(Data for processing)

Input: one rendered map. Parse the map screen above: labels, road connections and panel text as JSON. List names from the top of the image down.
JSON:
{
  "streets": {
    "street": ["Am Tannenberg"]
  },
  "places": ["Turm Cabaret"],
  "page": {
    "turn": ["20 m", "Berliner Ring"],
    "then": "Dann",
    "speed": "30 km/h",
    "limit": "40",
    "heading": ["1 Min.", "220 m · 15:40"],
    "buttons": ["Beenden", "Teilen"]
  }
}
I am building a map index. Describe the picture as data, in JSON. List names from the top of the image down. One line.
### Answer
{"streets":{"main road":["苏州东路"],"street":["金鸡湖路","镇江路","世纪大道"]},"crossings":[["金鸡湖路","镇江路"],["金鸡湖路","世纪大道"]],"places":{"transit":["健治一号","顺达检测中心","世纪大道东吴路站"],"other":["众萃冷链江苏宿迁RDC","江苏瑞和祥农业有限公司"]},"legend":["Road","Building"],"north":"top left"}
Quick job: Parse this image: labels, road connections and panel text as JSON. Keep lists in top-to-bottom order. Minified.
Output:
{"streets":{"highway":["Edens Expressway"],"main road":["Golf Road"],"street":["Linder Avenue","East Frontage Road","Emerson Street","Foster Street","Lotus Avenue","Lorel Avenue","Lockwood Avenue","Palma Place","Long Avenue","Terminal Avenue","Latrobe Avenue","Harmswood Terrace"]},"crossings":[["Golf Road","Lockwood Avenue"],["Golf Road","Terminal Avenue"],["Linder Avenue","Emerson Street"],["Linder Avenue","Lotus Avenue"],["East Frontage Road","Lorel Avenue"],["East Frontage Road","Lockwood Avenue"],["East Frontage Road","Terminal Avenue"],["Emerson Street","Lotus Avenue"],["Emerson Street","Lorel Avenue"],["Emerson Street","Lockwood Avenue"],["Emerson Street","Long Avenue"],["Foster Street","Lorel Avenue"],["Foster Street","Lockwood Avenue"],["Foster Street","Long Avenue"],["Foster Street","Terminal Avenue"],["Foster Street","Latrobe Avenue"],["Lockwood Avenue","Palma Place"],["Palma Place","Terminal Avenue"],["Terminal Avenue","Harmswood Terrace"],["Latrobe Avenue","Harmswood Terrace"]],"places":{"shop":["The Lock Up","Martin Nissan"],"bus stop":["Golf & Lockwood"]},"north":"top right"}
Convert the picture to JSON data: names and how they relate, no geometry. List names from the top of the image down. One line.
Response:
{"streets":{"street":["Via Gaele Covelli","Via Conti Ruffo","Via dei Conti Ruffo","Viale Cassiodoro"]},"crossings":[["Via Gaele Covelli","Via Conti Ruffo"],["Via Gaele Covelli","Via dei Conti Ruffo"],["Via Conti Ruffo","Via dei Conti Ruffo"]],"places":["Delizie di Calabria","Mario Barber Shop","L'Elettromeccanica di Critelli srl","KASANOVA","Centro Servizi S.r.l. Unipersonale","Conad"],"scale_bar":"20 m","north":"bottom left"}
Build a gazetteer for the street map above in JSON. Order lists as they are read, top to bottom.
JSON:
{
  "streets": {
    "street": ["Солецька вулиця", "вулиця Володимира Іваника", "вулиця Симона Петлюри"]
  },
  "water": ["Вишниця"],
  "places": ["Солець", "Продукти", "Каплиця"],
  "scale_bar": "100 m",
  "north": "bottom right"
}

(End Data for processing)

What is expected.
Line by line, please reproduce the records exactly.

Response for this exercise.
Input: one rendered map. Parse the map screen above: labels, road connections and panel text as JSON. List names from the top of the image down.
JSON:
{
  "streets": {
    "street": ["Am Tannenberg"]
  },
  "places": ["Turm Cabaret"],
  "page": {
    "turn": ["20 m", "Berliner Ring"],
    "then": "Dann",
    "speed": "30 km/h",
    "limit": "40",
    "heading": ["1 Min.", "220 m · 15:40"],
    "buttons": ["Beenden", "Teilen"]
  }
}
I am building a map index. Describe the picture as data, in JSON. List names from the top of the image down. One line.
### Answer
{"streets":{"main road":["苏州东路"],"street":["金鸡湖路","镇江路","世纪大道"]},"crossings":[["金鸡湖路","镇江路"],["金鸡湖路","世纪大道"]],"places":{"transit":["健治一号","顺达检测中心","世纪大道东吴路站"],"other":["众萃冷链江苏宿迁RDC","江苏瑞和祥农业有限公司"]},"legend":["Road","Building"],"north":"top left"}
Quick job: Parse this image: labels, road connections and panel text as JSON. Keep lists in top-to-bottom order. Minified.
Output:
{"streets":{"highway":["Edens Expressway"],"main road":["Golf Road"],"street":["Linder Avenue","East Frontage Road","Emerson Street","Foster Street","Lotus Avenue","Lorel Avenue","Lockwood Avenue","Palma Place","Long Avenue","Terminal Avenue","Latrobe Avenue","Harmswood Terrace"]},"crossings":[["Golf Road","Lockwood Avenue"],["Golf Road","Terminal Avenue"],["Linder Avenue","Emerson Street"],["Linder Avenue","Lotus Avenue"],["East Frontage Road","Lorel Avenue"],["East Frontage Road","Lockwood Avenue"],["East Frontage Road","Terminal Avenue"],["Emerson Street","Lotus Avenue"],["Emerson Street","Lorel Avenue"],["Emerson Street","Lockwood Avenue"],["Emerson Street","Long Avenue"],["Foster Street","Lorel Avenue"],["Foster Street","Lockwood Avenue"],["Foster Street","Long Avenue"],["Foster Street","Terminal Avenue"],["Foster Street","Latrobe Avenue"],["Lockwood Avenue","Palma Place"],["Palma Place","Terminal Avenue"],["Terminal Avenue","Harmswood Terrace"],["Latrobe Avenue","Harmswood Terrace"]],"places":{"shop":["The Lock Up","Martin Nissan"],"bus stop":["Golf & Lockwood"]},"north":"top right"}
Convert the picture to JSON data: names and how they relate, no geometry. List names from the top of the image down. One line.
Response:
{"streets":{"street":["Via Gaele Covelli","Via Conti Ruffo","Via dei Conti Ruffo","Viale Cassiodoro"]},"crossings":[["Via Gaele Covelli","Via Conti Ruffo"],["Via Gaele Covelli","Via dei Conti Ruffo"],["Via Conti Ruffo","Via dei Conti Ruffo"]],"places":["Delizie di Calabria","Mario Barber Shop","L'Elettromeccanica di Critelli srl","KASANOVA","Centro Servizi S.r.l. Unipersonale","Conad"],"scale_bar":"20 m","north":"bottom left"}
Build a gazetteer for the street map above in JSON. Order lists as they are read, top to bottom.
JSON:
{
  "streets": {
    "street": ["Солецька вулиця", "вулиця Володимира Іваника", "вулиця Симона Петлюри"]
  },
  "water": ["Вишниця"],
  "places": ["Солець", "Продукти", "Каплиця"],
  "scale_bar": "100 m",
  "north": "bottom right"
}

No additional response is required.